Exercise requirements –
A verbatim copy of every entry is required.

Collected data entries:
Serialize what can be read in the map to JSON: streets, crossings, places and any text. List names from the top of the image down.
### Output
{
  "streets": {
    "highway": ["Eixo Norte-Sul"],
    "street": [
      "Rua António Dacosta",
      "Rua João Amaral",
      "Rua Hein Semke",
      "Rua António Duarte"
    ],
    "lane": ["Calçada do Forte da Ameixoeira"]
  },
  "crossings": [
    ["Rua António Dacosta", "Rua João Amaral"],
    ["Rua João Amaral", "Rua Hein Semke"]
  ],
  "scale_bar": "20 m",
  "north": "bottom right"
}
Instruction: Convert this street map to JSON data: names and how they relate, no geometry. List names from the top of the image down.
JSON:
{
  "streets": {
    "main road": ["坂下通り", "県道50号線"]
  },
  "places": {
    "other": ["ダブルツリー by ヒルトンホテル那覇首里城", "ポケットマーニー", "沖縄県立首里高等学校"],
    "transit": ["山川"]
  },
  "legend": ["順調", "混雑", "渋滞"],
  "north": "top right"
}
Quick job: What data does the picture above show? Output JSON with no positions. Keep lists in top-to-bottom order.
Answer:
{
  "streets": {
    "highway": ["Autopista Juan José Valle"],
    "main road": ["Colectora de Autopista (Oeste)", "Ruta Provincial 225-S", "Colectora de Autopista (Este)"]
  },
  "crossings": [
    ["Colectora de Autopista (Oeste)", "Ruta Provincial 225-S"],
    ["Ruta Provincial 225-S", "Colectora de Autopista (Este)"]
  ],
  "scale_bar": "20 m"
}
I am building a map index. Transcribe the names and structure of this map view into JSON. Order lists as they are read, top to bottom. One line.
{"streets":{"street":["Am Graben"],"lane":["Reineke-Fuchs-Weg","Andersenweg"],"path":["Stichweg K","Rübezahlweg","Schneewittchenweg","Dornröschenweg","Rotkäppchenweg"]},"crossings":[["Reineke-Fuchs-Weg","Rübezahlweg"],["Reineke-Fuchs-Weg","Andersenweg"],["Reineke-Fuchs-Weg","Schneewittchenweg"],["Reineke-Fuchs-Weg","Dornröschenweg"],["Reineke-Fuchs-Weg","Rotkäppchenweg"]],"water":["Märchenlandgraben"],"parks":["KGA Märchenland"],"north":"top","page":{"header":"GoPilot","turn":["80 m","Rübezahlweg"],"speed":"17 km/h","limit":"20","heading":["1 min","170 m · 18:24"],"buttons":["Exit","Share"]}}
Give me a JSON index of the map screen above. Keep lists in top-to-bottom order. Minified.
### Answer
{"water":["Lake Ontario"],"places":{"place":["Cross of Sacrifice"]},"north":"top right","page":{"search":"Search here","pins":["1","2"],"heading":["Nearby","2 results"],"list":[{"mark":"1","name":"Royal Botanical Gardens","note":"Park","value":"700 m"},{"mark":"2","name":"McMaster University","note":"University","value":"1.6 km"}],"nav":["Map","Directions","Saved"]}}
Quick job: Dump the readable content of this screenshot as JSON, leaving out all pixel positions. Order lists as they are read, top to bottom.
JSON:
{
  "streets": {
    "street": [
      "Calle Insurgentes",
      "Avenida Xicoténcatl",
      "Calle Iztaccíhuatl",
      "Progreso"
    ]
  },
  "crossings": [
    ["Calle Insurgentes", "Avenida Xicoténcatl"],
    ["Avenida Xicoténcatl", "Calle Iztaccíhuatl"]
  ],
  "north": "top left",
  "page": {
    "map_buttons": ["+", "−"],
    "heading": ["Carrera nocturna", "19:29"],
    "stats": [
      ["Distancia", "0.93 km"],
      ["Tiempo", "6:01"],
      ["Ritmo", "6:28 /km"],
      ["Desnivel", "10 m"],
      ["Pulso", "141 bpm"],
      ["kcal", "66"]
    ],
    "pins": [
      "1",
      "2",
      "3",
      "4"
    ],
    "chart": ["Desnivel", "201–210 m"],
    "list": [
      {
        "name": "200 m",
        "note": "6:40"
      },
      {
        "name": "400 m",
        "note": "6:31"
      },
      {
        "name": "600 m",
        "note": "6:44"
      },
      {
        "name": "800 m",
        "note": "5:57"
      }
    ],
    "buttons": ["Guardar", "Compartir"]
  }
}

Exercise answer –
Serialize what can be read in the map to JSON: streets, crossings, places and any text. List names from the top of the image down.
### Output
{
  "streets": {
    "highway": ["Eixo Norte-Sul"],
    "street": [
      "Rua António Dacosta",
      "Rua João Amaral",
      "Rua Hein Semke",
      "Rua António Duarte"
    ],
    "lane": ["Calçada do Forte da Ameixoeira"]
  },
  "crossings": [
    ["Rua António Dacosta", "Rua João Amaral"],
    ["Rua João Amaral", "Rua Hein Semke"]
  ],
  "scale_bar": "20 m",
  "north": "bottom right"
}
Instruction: Convert this street map to JSON data: names and how they relate, no geometry. List names from the top of the image down.
JSON:
{
  "streets": {
    "main road": ["坂下通り", "県道50号線"]
  },
  "places": {
    "other": ["ダブルツリー by ヒルトンホテル那覇首里城", "ポケットマーニー", "沖縄県立首里高等学校"],
    "transit": ["山川"]
  },
  "legend": ["順調", "混雑", "渋滞"],
  "north": "top right"
}
Quick job: What data does the picture above show? Output JSON with no positions. Keep lists in top-to-bottom order.
Answer:
{
  "streets": {
    "highway": ["Autopista Juan José Valle"],
    "main road": ["Colectora de Autopista (Oeste)", "Ruta Provincial 225-S", "Colectora de Autopista (Este)"]
  },
  "crossings": [
    ["Colectora de Autopista (Oeste)", "Ruta Provincial 225-S"],
    ["Ruta Provincial 225-S", "Colectora de Autopista (Este)"]
  ],
  "scale_bar": "20 m"
}
I am building a map index. Transcribe the names and structure of this map view into JSON. Order lists as they are read, top to bottom. One line.
{"streets":{"street":["Am Graben"],"lane":["Reineke-Fuchs-Weg","Andersenweg"],"path":["Stichweg K","Rübezahlweg","Schneewittchenweg","Dornröschenweg","Rotkäppchenweg"]},"crossings":[["Reineke-Fuchs-Weg","Rübezahlweg"],["Reineke-Fuchs-Weg","Andersenweg"],["Reineke-Fuchs-Weg","Schneewittchenweg"],["Reineke-Fuchs-Weg","Dornröschenweg"],["Reineke-Fuchs-Weg","Rotkäppchenweg"]],"water":["Märchenlandgraben"],"parks":["KGA Märchenland"],"north":"top","page":{"header":"GoPilot","turn":["80 m","Rübezahlweg"],"speed":"17 km/h","limit":"20","heading":["1 min","170 m · 18:24"],"buttons":["Exit","Share"]}}
Give me a JSON index of the map screen above. Keep lists in top-to-bottom order. Minified.
### Answer
{"water":["Lake Ontario"],"places":{"place":["Cross of Sacrifice"]},"north":"top right","page":{"search":"Search here","pins":["1","2"],"heading":["Nearby","2 results"],"list":[{"mark":"1","name":"Royal Botanical Gardens","note":"Park","value":"700 m"},{"mark":"2","name":"McMaster University","note":"University","value":"1.6 km"}],"nav":["Map","Directions","Saved"]}}
Quick job: Dump the readable content of this screenshot as JSON, leaving out all pixel positions. Order lists as they are read, top to bottom.
JSON:
{
  "streets": {
    "street": [
      "Calle Insurgentes",
      "Avenida Xicoténcatl",
      "Calle Iztaccíhuatl",
      "Progreso"
    ]
  },
  "crossings": [
    ["Calle Insurgentes", "Avenida Xicoténcatl"],
    ["Avenida Xicoténcatl", "Calle Iztaccíhuatl"]
  ],
  "north": "top left",
  "page": {
    "map_buttons": ["+", "−"],
    "heading": ["Carrera nocturna", "19:29"],
    "stats": [
      ["Distancia", "0.93 km"],
      ["Tiempo", "6:01"],
      ["Ritmo", "6:28 /km"],
      ["Desnivel", "10 m"],
      ["Pulso", "141 bpm"],
      ["kcal", "66"]
    ],
    "pins": [
      "1",
      "2",
      "3",
      "4"
    ],
    "chart": ["Desnivel", "201–210 m"],
    "list": [
      {
        "name": "200 m",
        "note": "6:40"
      },
      {
        "name": "400 m",
        "note": "6:31"
      },
      {
        "name": "600 m",
        "note": "6:44"
      },
      {
        "name": "800 m",
        "note": "5:57"
      }
    ],
    "buttons": ["Guardar", "Compartir"]
  }
}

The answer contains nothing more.